Records for the task:
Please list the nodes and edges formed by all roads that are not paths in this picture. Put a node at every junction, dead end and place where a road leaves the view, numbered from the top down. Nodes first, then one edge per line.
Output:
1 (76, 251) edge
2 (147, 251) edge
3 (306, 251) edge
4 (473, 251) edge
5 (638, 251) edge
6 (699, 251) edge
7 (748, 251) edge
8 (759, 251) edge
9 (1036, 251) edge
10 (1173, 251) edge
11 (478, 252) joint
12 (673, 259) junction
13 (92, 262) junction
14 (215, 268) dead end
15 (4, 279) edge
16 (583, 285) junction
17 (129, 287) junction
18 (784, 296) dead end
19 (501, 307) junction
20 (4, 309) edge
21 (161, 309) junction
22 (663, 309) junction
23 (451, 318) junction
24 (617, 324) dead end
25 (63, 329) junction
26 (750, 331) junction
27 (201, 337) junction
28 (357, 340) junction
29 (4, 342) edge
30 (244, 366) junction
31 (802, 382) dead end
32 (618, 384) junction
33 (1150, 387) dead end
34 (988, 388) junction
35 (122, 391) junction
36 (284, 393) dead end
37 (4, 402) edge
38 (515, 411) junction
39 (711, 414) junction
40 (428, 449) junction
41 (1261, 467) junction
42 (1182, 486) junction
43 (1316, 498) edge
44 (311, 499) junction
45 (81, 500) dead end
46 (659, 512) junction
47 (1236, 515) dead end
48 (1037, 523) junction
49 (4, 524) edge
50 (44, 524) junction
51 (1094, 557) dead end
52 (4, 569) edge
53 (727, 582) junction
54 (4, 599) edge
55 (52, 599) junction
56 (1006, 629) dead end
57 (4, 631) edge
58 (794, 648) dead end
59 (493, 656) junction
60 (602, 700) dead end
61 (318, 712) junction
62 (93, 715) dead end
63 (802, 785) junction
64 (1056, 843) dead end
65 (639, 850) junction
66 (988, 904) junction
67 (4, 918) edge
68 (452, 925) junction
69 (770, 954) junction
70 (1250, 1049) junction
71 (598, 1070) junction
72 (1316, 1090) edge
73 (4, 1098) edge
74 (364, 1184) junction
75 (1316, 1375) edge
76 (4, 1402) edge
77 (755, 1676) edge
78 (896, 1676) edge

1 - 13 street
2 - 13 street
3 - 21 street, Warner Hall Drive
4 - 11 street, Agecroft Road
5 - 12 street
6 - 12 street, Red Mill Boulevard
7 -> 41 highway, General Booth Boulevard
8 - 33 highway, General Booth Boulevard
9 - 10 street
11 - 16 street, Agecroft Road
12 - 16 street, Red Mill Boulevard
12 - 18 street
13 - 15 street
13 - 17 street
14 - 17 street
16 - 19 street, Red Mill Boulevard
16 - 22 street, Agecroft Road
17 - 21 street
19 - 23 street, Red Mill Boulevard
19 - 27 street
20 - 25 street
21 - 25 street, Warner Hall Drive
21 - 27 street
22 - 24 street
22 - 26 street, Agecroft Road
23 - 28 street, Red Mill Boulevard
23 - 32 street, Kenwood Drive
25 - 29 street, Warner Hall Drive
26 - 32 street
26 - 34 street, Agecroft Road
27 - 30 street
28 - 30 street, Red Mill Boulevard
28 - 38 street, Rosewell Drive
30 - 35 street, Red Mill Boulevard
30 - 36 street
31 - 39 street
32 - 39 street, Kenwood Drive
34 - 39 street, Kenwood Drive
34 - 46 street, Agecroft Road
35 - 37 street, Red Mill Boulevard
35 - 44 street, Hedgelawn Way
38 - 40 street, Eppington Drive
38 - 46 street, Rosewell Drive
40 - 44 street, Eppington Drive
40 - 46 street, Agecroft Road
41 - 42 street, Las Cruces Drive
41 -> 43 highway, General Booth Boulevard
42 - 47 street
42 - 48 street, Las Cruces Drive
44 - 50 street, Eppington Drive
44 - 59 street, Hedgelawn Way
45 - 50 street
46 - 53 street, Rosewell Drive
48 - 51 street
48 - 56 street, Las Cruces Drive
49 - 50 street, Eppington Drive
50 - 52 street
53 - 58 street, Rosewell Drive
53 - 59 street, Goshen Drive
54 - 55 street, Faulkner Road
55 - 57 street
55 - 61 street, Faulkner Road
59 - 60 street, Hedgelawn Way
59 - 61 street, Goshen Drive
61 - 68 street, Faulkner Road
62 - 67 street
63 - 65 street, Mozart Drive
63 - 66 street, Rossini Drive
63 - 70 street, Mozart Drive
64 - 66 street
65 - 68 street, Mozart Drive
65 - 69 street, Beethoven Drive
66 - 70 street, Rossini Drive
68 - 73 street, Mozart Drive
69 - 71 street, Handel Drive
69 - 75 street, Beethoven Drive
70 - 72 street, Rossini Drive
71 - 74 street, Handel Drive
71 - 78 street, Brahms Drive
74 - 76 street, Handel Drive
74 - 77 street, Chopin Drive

Task statement: The whole listing is to be transcribed exactly.

Solution for this exercise:
Please list the nodes and edges formed by all roads that are not paths in this picture. Put a node at every junction, dead end and place where a road leaves the view, numbered from the top down. Nodes first, then one edge per line.
Output:
1 (76, 251) edge
2 (147, 251) edge
3 (306, 251) edge
4 (473, 251) edge
5 (638, 251) edge
6 (699, 251) edge
7 (748, 251) edge
8 (759, 251) edge
9 (1036, 251) edge
10 (1173, 251) edge
11 (478, 252) joint
12 (673, 259) junction
13 (92, 262) junction
14 (215, 268) dead end
15 (4, 279) edge
16 (583, 285) junction
17 (129, 287) junction
18 (784, 296) dead end
19 (501, 307) junction
20 (4, 309) edge
21 (161, 309) junction
22 (663, 309) junction
23 (451, 318) junction
24 (617, 324) dead end
25 (63, 329) junction
26 (750, 331) junction
27 (201, 337) junction
28 (357, 340) junction
29 (4, 342) edge
30 (244, 366) junction
31 (802, 382) dead end
32 (618, 384) junction
33 (1150, 387) dead end
34 (988, 388) junction
35 (122, 391) junction
36 (284, 393) dead end
37 (4, 402) edge
38 (515, 411) junction
39 (711, 414) junction
40 (428, 449) junction
41 (1261, 467) junction
42 (1182, 486) junction
43 (1316, 498) edge
44 (311, 499) junction
45 (81, 500) dead end
46 (659, 512) junction
47 (1236, 515) dead end
48 (1037, 523) junction
49 (4, 524) edge
50 (44, 524) junction
51 (1094, 557) dead end
52 (4, 569) edge
53 (727, 582) junction
54 (4, 599) edge
55 (52, 599) junction
56 (1006, 629) dead end
57 (4, 631) edge
58 (794, 648) dead end
59 (493, 656) junction
60 (602, 700) dead end
61 (318, 712) junction
62 (93, 715) dead end
63 (802, 785) junction
64 (1056, 843) dead end
65 (639, 850) junction
66 (988, 904) junction
67 (4, 918) edge
68 (452, 925) junction
69 (770, 954) junction
70 (1250, 1049) junction
71 (598, 1070) junction
72 (1316, 1090) edge
73 (4, 1098) edge
74 (364, 1184) junction
75 (1316, 1375) edge
76 (4, 1402) edge
77 (755, 1676) edge
78 (896, 1676) edge

1 - 13 street
2 - 13 street
3 - 21 street, Warner Hall Drive
4 - 11 street, Agecroft Road
5 - 12 street
6 - 12 street, Red Mill Boulevard
7 -> 41 highway, General Booth Boulevard
8 - 33 highway, General Booth Boulevard
9 - 10 street
11 - 16 street, Agecroft Road
12 - 16 street, Red Mill Boulevard
12 - 18 street
13 - 15 street
13 - 17 street
14 - 17 street
16 - 19 street, Red Mill Boulevard
16 - 22 street, Agecroft Road
17 - 21 street
19 - 23 street, Red Mill Boulevard
19 - 27 street
20 - 25 street
21 - 25 street, Warner Hall Drive
21 - 27 street
22 - 24 street
22 - 26 street, Agecroft Road
23 - 28 street, Red Mill Boulevard
23 - 32 street, Kenwood Drive
25 - 29 street, Warner Hall Drive
26 - 32 street
26 - 34 street, Agecroft Road
27 - 30 street
28 - 30 street, Red Mill Boulevard
28 - 38 street, Rosewell Drive
30 - 35 street, Red Mill Boulevard
30 - 36 street
31 - 39 street
32 - 39 street, Kenwood Drive
34 - 39 street, Kenwood Drive
34 - 46 street, Agecroft Road
35 - 37 street, Red Mill Boulevard
35 - 44 street, Hedgelawn Way
38 - 40 street, Eppington Drive
38 - 46 street, Rosewell Drive
40 - 44 street, Eppington Drive
40 - 46 street, Agecroft Road
41 - 42 street, Las Cruces Drive
41 -> 43 highway, General Booth Boulevard
42 - 47 street
42 - 48 street, Las Cruces Drive
44 - 50 street, Eppington Drive
44 - 59 street, Hedgelawn Way
45 - 50 street
46 - 53 street, Rosewell Drive
48 - 51 street
48 - 56 street, Las Cruces Drive
49 - 50 street, Eppington Drive
50 - 52 street
53 - 58 street, Rosewell Drive
53 - 59 street, Goshen Drive
54 - 55 street, Faulkner Road
55 - 57 street
55 - 61 street, Faulkner Road
59 - 60 street, Hedgelawn Way
59 - 61 street, Goshen Drive
61 - 68 street, Faulkner Road
62 - 67 street
63 - 65 street, Mozart Drive
63 - 66 street, Rossini Drive
63 - 70 street, Mozart Drive
64 - 66 street
65 - 68 street, Mozart Drive
65 - 69 street, Beethoven Drive
66 - 70 street, Rossini Drive
68 - 73 street, Mozart Drive
69 - 71 street, Handel Drive
69 - 75 street, Beethoven Drive
70 - 72 street, Rossini Drive
71 - 74 street, Handel Drive
71 - 78 street, Brahms Drive
74 - 76 street, Handel Drive
74 - 77 street, Chopin Drive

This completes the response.